Il n'y a qu'une injustice infinie qui soit capable de s'opposer à la justice infinie de Dieu, d'autant plus que celui qui refuse de lui obéir, se porte de tout le poids de sa volonté à anéantir sa justice]. La volonté de Dieu la choque nécessairement en tout ce qu'elle est dans toute son étendue 1.

Texte du manuscrit.

Il n'y a qu'une injustice infinie qui soit capable de s'opposer à la justice infinie de Dieu, d'autant plus que celui qui attaque la volonté de Dieu la choque nécessairement en tout ce qu'elle est dans toute son étendue.

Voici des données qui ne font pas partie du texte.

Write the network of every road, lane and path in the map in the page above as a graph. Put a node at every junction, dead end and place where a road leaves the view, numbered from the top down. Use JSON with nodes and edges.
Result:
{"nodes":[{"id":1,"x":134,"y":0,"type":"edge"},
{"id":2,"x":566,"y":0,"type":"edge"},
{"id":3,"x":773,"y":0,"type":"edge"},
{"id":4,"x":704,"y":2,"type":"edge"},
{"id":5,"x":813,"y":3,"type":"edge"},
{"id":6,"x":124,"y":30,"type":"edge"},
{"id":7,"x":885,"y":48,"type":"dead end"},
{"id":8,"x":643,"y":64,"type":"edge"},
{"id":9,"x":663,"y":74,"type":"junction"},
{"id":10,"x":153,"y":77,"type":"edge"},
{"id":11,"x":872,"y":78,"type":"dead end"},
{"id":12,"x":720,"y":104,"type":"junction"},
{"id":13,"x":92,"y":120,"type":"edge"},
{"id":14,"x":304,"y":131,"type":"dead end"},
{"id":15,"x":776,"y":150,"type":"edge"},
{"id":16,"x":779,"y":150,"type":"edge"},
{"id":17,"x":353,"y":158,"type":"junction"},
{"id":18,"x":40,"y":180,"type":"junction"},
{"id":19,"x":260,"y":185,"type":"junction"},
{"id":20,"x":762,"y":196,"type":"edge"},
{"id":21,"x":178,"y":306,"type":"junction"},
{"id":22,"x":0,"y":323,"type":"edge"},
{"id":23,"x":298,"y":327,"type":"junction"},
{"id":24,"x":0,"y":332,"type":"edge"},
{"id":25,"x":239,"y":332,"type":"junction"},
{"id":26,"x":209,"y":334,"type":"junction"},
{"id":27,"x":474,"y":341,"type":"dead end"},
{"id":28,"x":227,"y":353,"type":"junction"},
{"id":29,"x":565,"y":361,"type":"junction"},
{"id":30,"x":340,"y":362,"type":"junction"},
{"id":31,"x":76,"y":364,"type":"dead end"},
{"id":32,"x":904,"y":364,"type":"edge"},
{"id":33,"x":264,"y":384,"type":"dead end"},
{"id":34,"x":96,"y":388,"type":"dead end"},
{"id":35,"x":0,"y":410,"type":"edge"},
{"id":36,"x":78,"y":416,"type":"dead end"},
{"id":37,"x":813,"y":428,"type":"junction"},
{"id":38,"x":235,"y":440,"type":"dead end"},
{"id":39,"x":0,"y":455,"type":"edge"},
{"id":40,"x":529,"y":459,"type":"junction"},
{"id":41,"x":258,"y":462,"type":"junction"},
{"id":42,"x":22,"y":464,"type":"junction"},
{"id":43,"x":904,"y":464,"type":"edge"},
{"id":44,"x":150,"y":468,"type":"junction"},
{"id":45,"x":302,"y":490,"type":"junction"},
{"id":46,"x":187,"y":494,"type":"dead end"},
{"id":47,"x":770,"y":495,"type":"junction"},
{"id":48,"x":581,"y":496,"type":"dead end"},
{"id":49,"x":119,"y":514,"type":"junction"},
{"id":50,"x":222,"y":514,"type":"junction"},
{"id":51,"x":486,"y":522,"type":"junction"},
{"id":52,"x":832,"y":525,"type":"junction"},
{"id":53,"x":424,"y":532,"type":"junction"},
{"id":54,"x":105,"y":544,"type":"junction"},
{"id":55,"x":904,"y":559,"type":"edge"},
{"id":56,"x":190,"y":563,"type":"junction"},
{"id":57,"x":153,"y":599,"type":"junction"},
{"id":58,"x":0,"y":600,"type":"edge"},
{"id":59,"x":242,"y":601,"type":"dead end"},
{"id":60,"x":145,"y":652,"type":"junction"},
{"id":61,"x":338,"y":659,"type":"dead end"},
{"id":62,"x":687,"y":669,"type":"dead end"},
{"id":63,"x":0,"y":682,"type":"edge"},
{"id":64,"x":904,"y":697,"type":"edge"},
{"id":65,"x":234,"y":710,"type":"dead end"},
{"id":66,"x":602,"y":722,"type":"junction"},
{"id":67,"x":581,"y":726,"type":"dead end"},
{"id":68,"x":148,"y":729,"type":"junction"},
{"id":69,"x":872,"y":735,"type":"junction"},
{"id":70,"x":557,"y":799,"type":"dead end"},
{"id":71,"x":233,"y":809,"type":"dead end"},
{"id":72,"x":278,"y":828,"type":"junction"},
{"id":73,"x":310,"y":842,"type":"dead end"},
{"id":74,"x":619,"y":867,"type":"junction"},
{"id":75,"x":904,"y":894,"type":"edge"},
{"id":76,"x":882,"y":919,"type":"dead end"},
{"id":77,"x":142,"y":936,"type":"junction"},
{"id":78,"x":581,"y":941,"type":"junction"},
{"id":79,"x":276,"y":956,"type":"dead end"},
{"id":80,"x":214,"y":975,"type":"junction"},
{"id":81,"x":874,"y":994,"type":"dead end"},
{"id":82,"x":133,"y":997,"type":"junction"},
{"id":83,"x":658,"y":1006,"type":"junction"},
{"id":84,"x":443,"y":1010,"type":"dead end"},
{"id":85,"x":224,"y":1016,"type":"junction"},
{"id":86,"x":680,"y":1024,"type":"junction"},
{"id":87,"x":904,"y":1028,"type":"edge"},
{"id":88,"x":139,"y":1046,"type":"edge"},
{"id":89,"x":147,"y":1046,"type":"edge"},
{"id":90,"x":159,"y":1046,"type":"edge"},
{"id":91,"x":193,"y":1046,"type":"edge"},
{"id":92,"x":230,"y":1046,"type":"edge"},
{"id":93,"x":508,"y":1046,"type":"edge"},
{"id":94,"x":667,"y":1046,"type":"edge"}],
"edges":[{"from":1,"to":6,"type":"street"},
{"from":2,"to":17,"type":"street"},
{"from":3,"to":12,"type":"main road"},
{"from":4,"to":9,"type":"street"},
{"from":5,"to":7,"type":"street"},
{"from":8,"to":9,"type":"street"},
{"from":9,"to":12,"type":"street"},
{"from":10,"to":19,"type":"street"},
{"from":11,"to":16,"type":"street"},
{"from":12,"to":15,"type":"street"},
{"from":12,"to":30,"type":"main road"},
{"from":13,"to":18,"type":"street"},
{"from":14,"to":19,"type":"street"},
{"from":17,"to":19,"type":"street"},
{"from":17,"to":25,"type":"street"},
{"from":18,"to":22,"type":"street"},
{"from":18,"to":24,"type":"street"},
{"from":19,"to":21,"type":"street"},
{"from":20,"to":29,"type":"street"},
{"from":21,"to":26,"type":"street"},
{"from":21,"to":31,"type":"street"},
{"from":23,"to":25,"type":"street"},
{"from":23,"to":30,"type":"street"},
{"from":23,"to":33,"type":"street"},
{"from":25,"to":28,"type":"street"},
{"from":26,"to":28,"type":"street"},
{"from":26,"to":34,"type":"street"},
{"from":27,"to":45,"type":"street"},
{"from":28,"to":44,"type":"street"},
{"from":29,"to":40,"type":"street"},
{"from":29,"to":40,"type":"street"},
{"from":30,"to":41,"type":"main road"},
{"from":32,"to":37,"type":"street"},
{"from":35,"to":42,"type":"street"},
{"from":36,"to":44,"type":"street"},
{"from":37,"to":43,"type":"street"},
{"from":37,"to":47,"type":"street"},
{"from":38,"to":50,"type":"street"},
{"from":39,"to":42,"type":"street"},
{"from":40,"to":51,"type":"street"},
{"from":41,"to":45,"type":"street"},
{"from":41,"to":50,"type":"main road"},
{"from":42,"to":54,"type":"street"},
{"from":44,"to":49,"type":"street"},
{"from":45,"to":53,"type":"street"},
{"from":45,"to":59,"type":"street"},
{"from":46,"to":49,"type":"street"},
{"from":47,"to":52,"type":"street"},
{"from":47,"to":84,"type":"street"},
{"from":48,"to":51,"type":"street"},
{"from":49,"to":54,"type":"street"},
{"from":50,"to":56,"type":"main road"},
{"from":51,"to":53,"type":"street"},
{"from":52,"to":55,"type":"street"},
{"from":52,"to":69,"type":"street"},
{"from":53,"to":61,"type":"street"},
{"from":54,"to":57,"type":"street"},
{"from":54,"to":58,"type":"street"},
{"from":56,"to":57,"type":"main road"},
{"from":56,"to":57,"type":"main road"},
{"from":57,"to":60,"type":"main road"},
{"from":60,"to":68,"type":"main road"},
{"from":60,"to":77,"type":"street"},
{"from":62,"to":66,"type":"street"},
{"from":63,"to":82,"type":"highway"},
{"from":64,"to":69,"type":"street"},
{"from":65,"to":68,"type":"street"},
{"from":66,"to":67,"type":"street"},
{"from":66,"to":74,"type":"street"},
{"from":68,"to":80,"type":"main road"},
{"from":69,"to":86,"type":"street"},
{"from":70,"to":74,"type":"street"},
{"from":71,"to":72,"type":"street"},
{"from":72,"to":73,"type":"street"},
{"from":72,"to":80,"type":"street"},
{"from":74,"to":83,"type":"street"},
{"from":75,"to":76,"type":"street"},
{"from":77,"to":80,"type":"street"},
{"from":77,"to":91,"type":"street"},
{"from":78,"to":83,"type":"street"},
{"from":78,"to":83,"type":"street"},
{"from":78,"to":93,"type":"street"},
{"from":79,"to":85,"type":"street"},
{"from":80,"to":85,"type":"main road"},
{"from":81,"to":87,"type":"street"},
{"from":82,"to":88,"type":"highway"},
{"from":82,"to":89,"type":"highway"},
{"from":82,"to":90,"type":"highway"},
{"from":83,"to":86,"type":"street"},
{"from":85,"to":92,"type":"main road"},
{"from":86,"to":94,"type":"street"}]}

Je demande l'explication du texte expliqué par Déforis.— Le passage suivant se trouve dans un plan de sermon, et l'auteur parle de l'hérésie :

Elle a retranché la confirmation contre [la pratique expresse des apôtres], tu la justifies [en montrant si peu de zèle pour cette foi à laquelle tes pères ont tout sacrifié, que tu t'étois engagé de défendre aux dépens même de ta vie, en recevant ce sacrement]. Elle a retranché l'extrême-onction, pour ne pas mourir comme entre les mains des apôtres; tu la justifies [par l'opposition de toute ta vie aux maximes, à l'esprit, aux exemples de ces fondateurs de ta religion.] Elle a retranché le sacrement de pénitence contre [l'institution sainte de Jésus-Christ, l'usage constant de toute l'antiquité.] Tu la justifies, [par l'abus continuel que tu fais de ce sacrement, pour perpétuer tes désordres]. Elle a retranché le sacrement [de l'eucharistie. ] Je ne veux croire, [dit-elle,] que ce que je vois, etc.; tu la justifies, le croyant et le profanant... [par tes irrévérences, le peu de préparation que tu apportes à la réception de ce sacrement auguste, le peu de fruit que tu en retires, l'indécence et l'irréligion avec laquelle tu assistes au sacrifice redoutable de nos autels.] Appuyer sur l'un et sur l'autre; sur le tort de l'hérésie et le plus grand tort des catholiques, qui méprisent (ou tournent à leur perte tant de moyens de salut.] Tout parcouru, quelle espérance pour toi ??.....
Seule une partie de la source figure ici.